Many video games allow their players to explore history by taking control of an empire. The player must manage their empire, balancing war, culture, science, and funds, among other things. Some games, like the Civilization series, start at the dawn of agriculture, allowing players to experience the entirety of history. Others, like the Europa Universalis, Victoria, and Total War series, start and end at specified dates, aiming to capture specific periods. Although there are many games in this genre, known as “strategy” or “grand strategy”, these series are some of the most renowned in the field. For my print project, I will analyze how these series depict imperialism from 1444 (the start date of Europa Universalis IV) to 1936 (the end date of Victoria II).
The specific games I will be looking at are the most modern entries in each series that takes place during this time period. This will be Europa Universalis IV (2013), Victoria II (2010), Civilization VI (2016), and Empire: Total War (2009). Each game either takes place during or includes the era of European imperialism. I will explore different aspects of imperialism and how these games handle these aspects. Examples may include reasons behind colonialism, the depictions of indigenous people, and how the process of colonialism occurs, among others. These games also have in-game text that gives context to the action, such as biographies of important figures and descriptions of technologies. I will look at this text as well, since it provides the best approximation for how the game itself views these topics. One source I am currently unsure about is out-of-game information, such as interviews with game designers. This could provide valuable insight into how these games are meant to depict these topics. However, developers’ intentions and how the game actually plays out often differ, and for the average player, the games’ depictions are usually more prevalent. Depending on what I find, and if it can fit in, it might be an interesting topic to see how developers’ intentions played out in the final product.

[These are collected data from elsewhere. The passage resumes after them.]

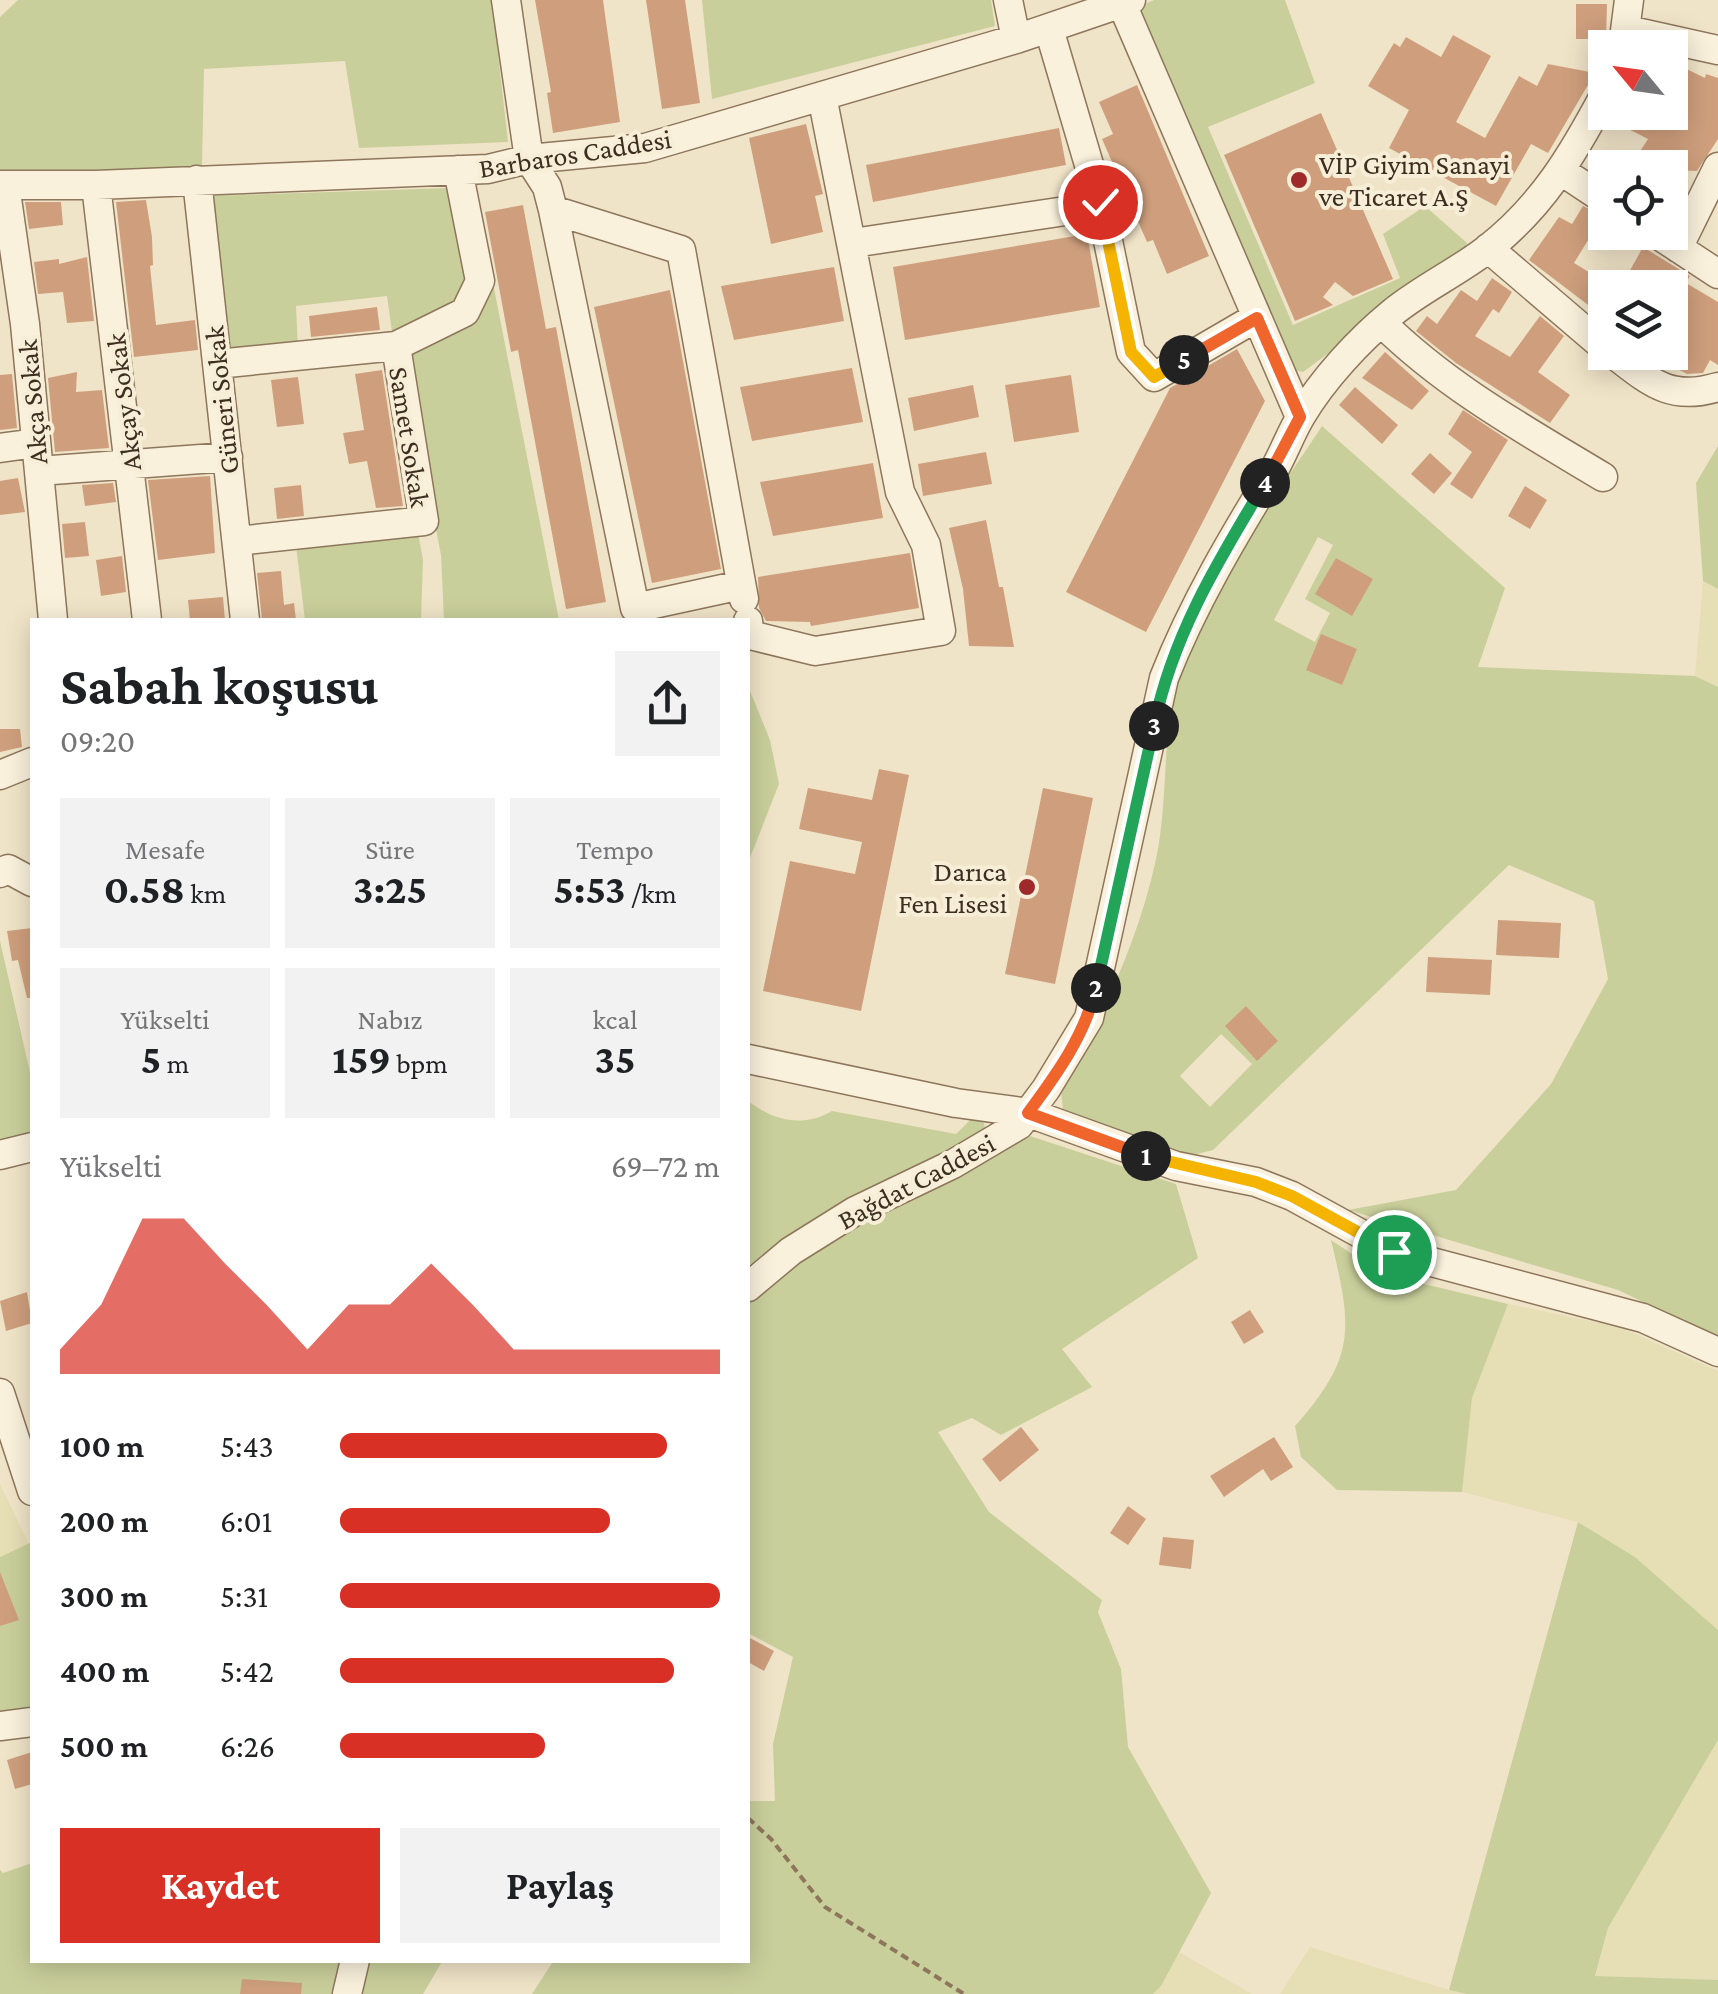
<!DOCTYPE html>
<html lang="tr">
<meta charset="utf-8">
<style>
body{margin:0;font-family:"Crimson Pro",serif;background:#f2f2f2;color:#202124;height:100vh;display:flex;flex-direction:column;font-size:38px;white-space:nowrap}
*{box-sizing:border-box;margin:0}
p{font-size:32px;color:#757577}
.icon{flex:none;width:55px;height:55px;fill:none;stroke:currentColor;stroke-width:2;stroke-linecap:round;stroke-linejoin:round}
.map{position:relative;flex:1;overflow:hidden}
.details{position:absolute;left:30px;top:618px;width:720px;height:1345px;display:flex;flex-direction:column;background:#fff;border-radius:0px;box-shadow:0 5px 25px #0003}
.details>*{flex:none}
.needle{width:65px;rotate:299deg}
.controls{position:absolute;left:1588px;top:30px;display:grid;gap:20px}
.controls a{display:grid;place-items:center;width:100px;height:100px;border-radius:0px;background:#fff;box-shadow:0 5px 25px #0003;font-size:50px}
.pin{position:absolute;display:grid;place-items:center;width:85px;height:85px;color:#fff;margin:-42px;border:5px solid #fff;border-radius:50%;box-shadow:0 2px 10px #0007}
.km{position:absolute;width:50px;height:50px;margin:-25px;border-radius:50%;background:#222;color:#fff;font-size:28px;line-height:50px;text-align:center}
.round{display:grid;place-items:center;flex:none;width:105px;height:105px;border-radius:0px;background:#f2f2f2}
.head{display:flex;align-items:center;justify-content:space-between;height:170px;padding:0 30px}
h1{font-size:55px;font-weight:700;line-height:75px}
.metrics{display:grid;grid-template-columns:repeat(3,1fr);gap:15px;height:170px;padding:10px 30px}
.metrics div{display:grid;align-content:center;border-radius:0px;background:#f2f2f2;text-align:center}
.metrics b{font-size:42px;font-weight:700}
.metrics small{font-size:28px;font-weight:400}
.metrics p{font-size:28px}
.chart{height:280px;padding:20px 30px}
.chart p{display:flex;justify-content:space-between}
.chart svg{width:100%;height:180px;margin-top:10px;fill:#d93025;opacity:.7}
.primary-button{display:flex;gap:20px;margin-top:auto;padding:20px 30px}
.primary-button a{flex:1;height:115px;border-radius:0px;background:#d93025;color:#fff;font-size:40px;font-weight:700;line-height:115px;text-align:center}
.primary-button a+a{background:#f2f2f2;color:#202124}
ul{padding:0 30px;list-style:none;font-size:32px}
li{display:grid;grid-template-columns:160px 120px 1fr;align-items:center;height:75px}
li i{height:25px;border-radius:12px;background:#d93025}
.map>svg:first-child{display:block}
.farmland{fill:#e6deb5}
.green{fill:#c9cf9b;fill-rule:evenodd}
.building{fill:#cf9f7d}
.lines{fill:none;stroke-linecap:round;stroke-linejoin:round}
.minor-casing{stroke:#8d765c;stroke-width:31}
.path{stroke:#8d765c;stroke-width:4;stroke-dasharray:8 5;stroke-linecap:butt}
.minor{stroke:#faf1dc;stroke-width:28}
.split-1-casing{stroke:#fff;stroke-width:20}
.split-2-casing{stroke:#fff;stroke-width:20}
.split-3-casing{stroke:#fff;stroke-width:20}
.split-4-casing{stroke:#fff;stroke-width:20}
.split-5-casing{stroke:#fff;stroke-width:20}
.split-6-casing{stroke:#fff;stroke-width:20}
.split-1{stroke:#f5b400;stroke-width:12}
.split-2{stroke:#f0652b;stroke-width:12}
.split-3{stroke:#22a559;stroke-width:12}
.split-4{stroke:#22a559;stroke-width:12}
.split-5{stroke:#f0652b;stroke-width:12}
.split-6{stroke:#f5b400;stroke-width:12}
.poi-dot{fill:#9e2a2b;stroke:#f7eed8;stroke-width:4}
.labels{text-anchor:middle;stroke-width:8;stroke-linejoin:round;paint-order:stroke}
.street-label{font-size:28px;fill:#3d2e20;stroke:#f7eed8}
.poi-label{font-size:28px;fill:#3d2e20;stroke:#f7eed8;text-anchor:start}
</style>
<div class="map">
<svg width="1718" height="1994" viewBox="0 0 1718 1994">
<rect width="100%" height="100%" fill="#f0e4c8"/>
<path class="farmland" d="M1703,581l15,8v98l-23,-11z
M1508,1304l112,23 98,44v259l-83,-73 -57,-35 -116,-30 10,-94z
M0,1484l29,60 -29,13z
M1718,1740v240l-123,-3 13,-49z
M1310,1947l139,43 16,4h-185z
M1179,1952l73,42h-99z"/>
<path class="green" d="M18,0h474l16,142 -149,6 -14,-87 -141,8 -2,97 -202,8v-157z
M702,0h289l4,26 -283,73z
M1154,0h131l30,83 -107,44 85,198 107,-47 -17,-44 42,-28 42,37 -4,11 -160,118 -18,-4 -154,-358z
M448,188l25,95 -10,21 -70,35 -6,-43 -91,10 2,44 -70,8 -17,-162z
M494,288l65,332h-115l-3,-65 -36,-186 10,-19 57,-28z
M1322,426l183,162 -27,79 217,9 23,11v651l-100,-48 -270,-80 108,-20 95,-106 57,-105 -14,-78 -85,-36 -296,285 -24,6 -126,-47 -2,-17c40,-74 77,-149 95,-233 12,-56 6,-118 20,-174 22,-87 97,-184 146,-259zM1318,537l15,8 -28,54 25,14 -15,29 -41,-22zM1221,1034l31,30 -42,43 -30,-31z
M1718,446v143l-15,-8 -7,-98z
M417,528l6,32 -2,60h-116l-9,-74z
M748,686l22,54 9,44 -31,79z
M0,941l32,140v58l-32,6z
M748,1101c26,20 55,27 84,10l124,23 14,-14 13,1 2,6 -26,22 -211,121z
M1021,1133l155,51 22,74 -136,91 30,38 -91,48 -29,-17 -34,14 51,80 113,88 -4,12 23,57 7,78 83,146 -50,93 -8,8h-621l22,-34h194v-159h27l-2,-57 20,-87 -45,-24v-334l67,-55z
M1331,1240l51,34 126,30 -36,94 -10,94 -125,-2 -36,-33 -6,-31c62,-70 57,-98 36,-186z
M1578,1522l57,35 83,73v110l-110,188 -13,48 123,4v14h-251l-18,-4z
M32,1542v174l-32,4v-163z
M32,1863v97h311l-9,34h-334v-124l3,3z
M369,1960h74l-20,34h-61z"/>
<path class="building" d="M535,0h68l17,122 -67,11 -6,-40 4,-1z
M646,0h39l15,103 -38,6z
M1576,4h31l-1,35h-30z
M1453,35l38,21 -35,66 29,16 34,-62 18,10 11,-22 47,9 -47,80 -17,-9 -35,62 -107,-58 20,-38 -41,-24 26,-43 6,4 6,-10 35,20z
M1670,61l35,17 1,-4 12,4v61l-21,32 -68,-3 19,-29 -37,-19 4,-8h26l29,15z
M1137,85l72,171 -42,18 -14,-34 -6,2 -45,-103 11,-5 -14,-32z
M1321,113l72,166 -40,17 -18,-14 -12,15 10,8 -38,16 -71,-166z
M806,124l17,70 -8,2 8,36 -52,12 -22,-106z
M1059,128l7,37 -193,37 -7,-37z
M146,200l6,37 1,28 -3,1 6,59 39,-5 3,30 -64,7 -18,-155z
M25,202h36l2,23 -34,4z
M523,205l23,124 10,-2 50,275 -40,7 -48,-259 -7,2 -26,-140z
M1583,206l22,11v15h32l1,4 -9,14 -34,-21 -21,34 33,20 -15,25 -63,-48 30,-43 13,7z
M1087,234l13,73 -195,33 -12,-73z
M1643,247l47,29 -4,7 32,19v63l-8,-5 -7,13 -16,1 -15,-8 -2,-78h-18l-24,-14z
M87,257l7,64 -27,2 -4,-31 -25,2 -4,-32 25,-3v5z
M834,267l10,54 -110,19 -13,-54z
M1492,278l20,14 -13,21 -6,-4 -18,27 35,21 30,-41 24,20 -26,36 32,23 -20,28 -94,-60 -40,-32 11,-15 10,8 24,-34 16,11z
M670,290l51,279 -69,14 -58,-276z
M377,307l3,23 -69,7 -2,-21z
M1237,349l28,52 -119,231 -80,-40 104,-204z
M1385,352l44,39 -17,19 -50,-32z
M852,368l11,54 -111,19 -12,-54z
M382,370l21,136 -27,2 -9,-47 -18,3 -6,-31 21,-3 -9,-56z
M77,372l-1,20 26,-2 7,58 -54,4 -7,-74z
M12,374l5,54 -17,2v-55z
M1071,375l8,57 -65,10 -9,-57z
M298,377l6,47 -27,3 -6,-47z
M973,385l6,32 -65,14 -6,-33z
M1355,387l43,38 -16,19 -43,-39z
M1463,410l45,30 -36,59 -22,-15 22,-32 -24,-18z
M986,452l6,32 -69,12 -5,-32z
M1430,453l22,20 -18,21 -23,-20z
M873,463l10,55 -110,18 -13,-54z
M210,476l5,77 -57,7 -10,-80z
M18,478l7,34 -25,3v-34z
M113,483l3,19 -31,4 -3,-21z
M301,485l3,31 -27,3 -3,-31z
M1525,486l22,14 -17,29 -22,-13z
M986,520l13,67h4l11,60 -45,-1 -6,-57 -14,-61z
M85,522l4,34 -24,2 -3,-34z
M910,553l9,55 -108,18 -1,-4 -44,-1 -7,-13 -1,-31z
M122,556l4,36 -25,4 -5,-36z
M1336,558l37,21 -21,37 -37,-22z
M281,571l3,34 10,-2 2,17h-34l-5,-47z
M223,597l2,23h-35l-2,-20z
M1321,634l36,15 -15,36 -36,-15z
M0,729h20l2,18 -22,5z
M879,769l30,6 -48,236 -98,-20 27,-130 65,13 7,-32 -63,-13 9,-41 64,12z
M1043,788l50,10 -38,186 -50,-10z
M1498,920l63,3 -2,35 -63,-3z
M32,928v70h-5l-9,-38 -6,1 -5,-30z
M1428,957l64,3 -2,35 -64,-3z
M1246,1006l32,35 -21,20 -32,-35z
M27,1292l5,31 -26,8 -6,-30z
M1250,1310l14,22 -20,12 -13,-22z
M1021,1427l18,23 -39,32 -18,-23z
M1274,1437l19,30 -22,14 -8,-12 -39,28 -14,-21z
M1128,1506l18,13 -18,26 -18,-12z
M1163,1537l31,3 -3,29 -32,-4z
M0,1572l19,48 -19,6z
M748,1637l26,14 -10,20 -16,-9z
M32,1752v32l-17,5 -8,-29z
M242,1979l60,4 -1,11h-61z"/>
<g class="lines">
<defs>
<path id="minor" d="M506,0l23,159 18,28 6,23 82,398 106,-23
M1008,0l8,39
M1122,4l178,413
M1049,29l51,173 31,150 23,25 103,-60
M1627,30l91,20
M1623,46l6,-46
M1563,172l42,28
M197,180l48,440
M0,185h96l392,-16 41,-10 116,-11 371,-109 115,-39
M5,185l20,139 28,296
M96,185l51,435
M553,210l128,40 63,349
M1654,232l64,42
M853,243l219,-33
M1488,248l117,100
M1678,248l40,-81
M1382,323c65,64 143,107 221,154
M1611,352c38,29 58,50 107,35
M217,364l179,-18 69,-34 15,-31 -22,-111
M0,448l36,-5
M39,471l189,-14
M237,541l187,-20 -28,-175
M748,621l2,14 65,16 126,-20 -15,-86 -26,-53 -78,-396
M0,775l32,-13
M0,873l8,-4 24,13
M748,1059l208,44 73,10 147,53 80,16 36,14 102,56 249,66 75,34
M0,1155l32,-8
M748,1287l43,-36 64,-40 98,-47 66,-39 27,-36 43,-71 75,-340c29,-74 69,-141 110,-208 10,-18 17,-37 27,-54 22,-37 58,-76 91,-103 29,-24 64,-40 94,-63 56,-43 87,-96 119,-156
M0,1393l32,98
M0,1726l32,-4
M347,1994l8,-34"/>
</defs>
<use href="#minor" class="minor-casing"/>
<path class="path" d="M748,1818l23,21 54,68 139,87"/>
<use href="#minor" class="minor"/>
</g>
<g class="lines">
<defs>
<path id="split-1" d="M1146,1156l110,26 36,14 102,56"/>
<path id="split-2" d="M1096,988c-11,47 -39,86 -68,125l118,43"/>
<path id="split-3" d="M1096,988l58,-262"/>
<path id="split-4" d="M1154,726c18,-90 64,-165 111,-243"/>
<path id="split-5" d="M1184,360l73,-42 43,99 -35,66"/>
<path id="split-6" d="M1100,202l31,150 23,25 30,-17"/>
</defs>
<use href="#split-1" class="split-1-casing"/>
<use href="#split-2" class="split-2-casing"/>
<use href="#split-3" class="split-3-casing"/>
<use href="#split-4" class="split-4-casing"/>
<use href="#split-5" class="split-5-casing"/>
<use href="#split-6" class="split-6-casing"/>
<use href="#split-1" class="split-1"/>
<use href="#split-2" class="split-2"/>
<use href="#split-3" class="split-3"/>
<use href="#split-4" class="split-4"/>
<use href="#split-5" class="split-5"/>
<use href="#split-6" class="split-6"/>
</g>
<g class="poi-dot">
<circle cx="1299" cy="180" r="10"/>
<circle cx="1027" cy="887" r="10"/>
</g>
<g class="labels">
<g class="street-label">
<text transform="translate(575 153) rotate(-9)" y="10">Barbaros Caddesi</text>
<text transform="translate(221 400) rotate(-96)" y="10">Güneri Sokak</text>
<text transform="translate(32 402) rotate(-95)" y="10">Akça Sokak</text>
<text transform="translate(123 402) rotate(-97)" y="10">Akçay Sokak</text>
<text transform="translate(410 437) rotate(81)" y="10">Samet Sokak</text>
<text transform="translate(916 1181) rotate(-28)" y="10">Bağdat Caddesi</text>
</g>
<g class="poi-label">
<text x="1319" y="174">VİP Giyim Sanayi<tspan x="1319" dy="32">ve Ticaret A.Ş</tspan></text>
<text x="1007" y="881" text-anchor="end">Darıca<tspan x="1007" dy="32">Fen Lisesi</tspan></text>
</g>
</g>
</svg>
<div class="controls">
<a><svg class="needle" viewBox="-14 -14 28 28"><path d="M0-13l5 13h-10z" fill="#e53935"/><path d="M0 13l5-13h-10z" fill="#757577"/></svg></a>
<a><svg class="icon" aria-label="locate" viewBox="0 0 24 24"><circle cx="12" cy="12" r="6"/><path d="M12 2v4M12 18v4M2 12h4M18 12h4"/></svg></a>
<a><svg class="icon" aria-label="layers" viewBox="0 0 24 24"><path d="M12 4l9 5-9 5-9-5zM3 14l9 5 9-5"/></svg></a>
</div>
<div class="pin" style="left:1394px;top:1252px;background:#1e9e55"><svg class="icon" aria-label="arrive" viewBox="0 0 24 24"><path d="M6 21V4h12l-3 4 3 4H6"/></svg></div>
<div class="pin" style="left:1100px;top:202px;background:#d93025"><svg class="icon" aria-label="check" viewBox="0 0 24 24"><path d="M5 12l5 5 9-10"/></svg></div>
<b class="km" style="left:1146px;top:1156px">1</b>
<b class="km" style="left:1096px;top:988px">2</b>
<b class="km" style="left:1154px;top:726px">3</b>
<b class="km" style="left:1265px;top:483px">4</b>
<b class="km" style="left:1184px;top:360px">5</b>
<section class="details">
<div class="head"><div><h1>Sabah koşusu</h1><p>09:20</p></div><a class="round"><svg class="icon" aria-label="share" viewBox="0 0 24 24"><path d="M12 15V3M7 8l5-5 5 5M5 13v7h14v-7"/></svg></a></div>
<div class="metrics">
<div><p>Mesafe</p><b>0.58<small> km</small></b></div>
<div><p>Süre</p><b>3:25</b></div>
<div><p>Tempo</p><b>5:53<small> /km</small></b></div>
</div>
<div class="metrics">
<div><p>Yükselti</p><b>5<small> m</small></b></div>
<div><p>Nabız</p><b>159<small> bpm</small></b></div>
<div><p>kcal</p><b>35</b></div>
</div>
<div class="chart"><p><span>Yükselti</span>69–72 m</p>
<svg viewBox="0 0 160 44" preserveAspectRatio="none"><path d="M0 44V38L10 27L20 6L30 6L40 17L50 27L60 38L70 27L80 27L90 17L100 27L110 38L120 38L130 38L140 38L150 38L160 38V44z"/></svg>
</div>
<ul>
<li><b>100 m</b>5:43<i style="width:86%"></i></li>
<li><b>200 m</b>6:01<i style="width:71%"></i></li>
<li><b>300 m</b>5:31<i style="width:100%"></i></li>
<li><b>400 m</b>5:42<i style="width:88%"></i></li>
<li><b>500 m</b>6:26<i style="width:54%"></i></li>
</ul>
<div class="primary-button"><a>Kaydet</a><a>Paylaş</a></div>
</section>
</div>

Other topics I may explore include the change over time in these games. Three of these games are sequels, and all of those have significant changes from the first entries in their series. This has come with different depictions of imperialism and associated topics. The games themselves have also changed over time, through updates. These can reflect changing views on imperialism and treatment of indigenous cultures, such as Civilization’s recent update on how “barbarian” cultures are handled. If it is appropriate, I can present possibilities of how these games may better show these topics. I am also interested in doing research into how these games affect public perception of these topics. There are popular public forums for these games, on which I would be able to create polls. Although these polls would not be scientific surveys, they may provide some information on what players know about topics like imperialism, and how they feel the games relate to those topics.
Games are a very interactive medium for history. Although education is not the first goal for most of them, they can still provide some information that players did not know. By studying the depiction of imperialism in these games, I hope to learn whether the information these games provide is accurate, or whether it is even trying to be accurate. Colonialism and imperialism are still touchy topics today, and I am interested to see how they intersect with entertainment.
6 Replies to “Imperialism for Fun?”
Shaan, I think this is such an interesting idea! I’m excited to see where it goes. I know you mentioned discussing the depiction of indigenous peoples, but will you be specifically looking at the characterization of race as well? I think that could be an interesting question to ask of the games–how does race appear for characters that are colonizers in contrast to characters that are indigenous? And do people who play the game pick up on that difference? Excited to hear more about this project!
Thanks for the feedback! Race holds an interesting position in these games. Many things that are closely linked with race, like slavery, are included in these games, yet race itself is almost never mentioned. At most, it’s a purely visual component. That absence is definitely a topic I’d like to look into, and it poses some interesting questions.
Shaan, I am really excited about your project because when we first started this class, this approach to studying historical video games was one of my project ideas. It is such an interesting part of digital history and one that I think is worth delving into. Similar to my project, these video games prove to be unique case studies into how history can be presented in media. I also like your focus on imperialism and colonialism because it is such a prominent subject for video games like the ones you are covering. I look forward to hearing more about your project if you decide to go further with this idea!
Hi Shaan, I think is a great idea! (though my 13-year old heart breaks a little to see Empire Total War on your list, it makes complete sense) These games arguably push players towards colonial actions such as conquest and proselytizing religions. I think another angle may be to examine what “empires” are playable and which aren’t, and see what themes emerge from there? I’m thinking about another game series, Crusader Kings, which makes you pay for DLC to play as non-white cultures and realms.
Shaan, this is a great topic! Lots of directions that you can take this as you get into analysis too. If you do decide to do this as your project I think your main issue is going to be sorting out how to zero in on the specifics of what parts this to focus on.
I think your approach to looking at multiple games makes a lot of sense. That said, I think you could also do a project like this focusing in on any one of the games you’ve mentioned too. If you do look at multiple games it would likely be good to pick a specific issue in imperialism and look at how that issue plays out across multiple games. For instance, you could take the “barbarian” concept from the Civ series and specifically look at how each game series defines and characterizes different kinds of civilizations and peoples and what they are capable of.
If you do run with this, I would encourage you to get a hold of a copy of “Playing with the Past” (https://playingwiththepast.com/ ) which has a series of relevant and related essays that you could look at to both iron out your approach to analysis and identify existing literature to situate your project in relation to.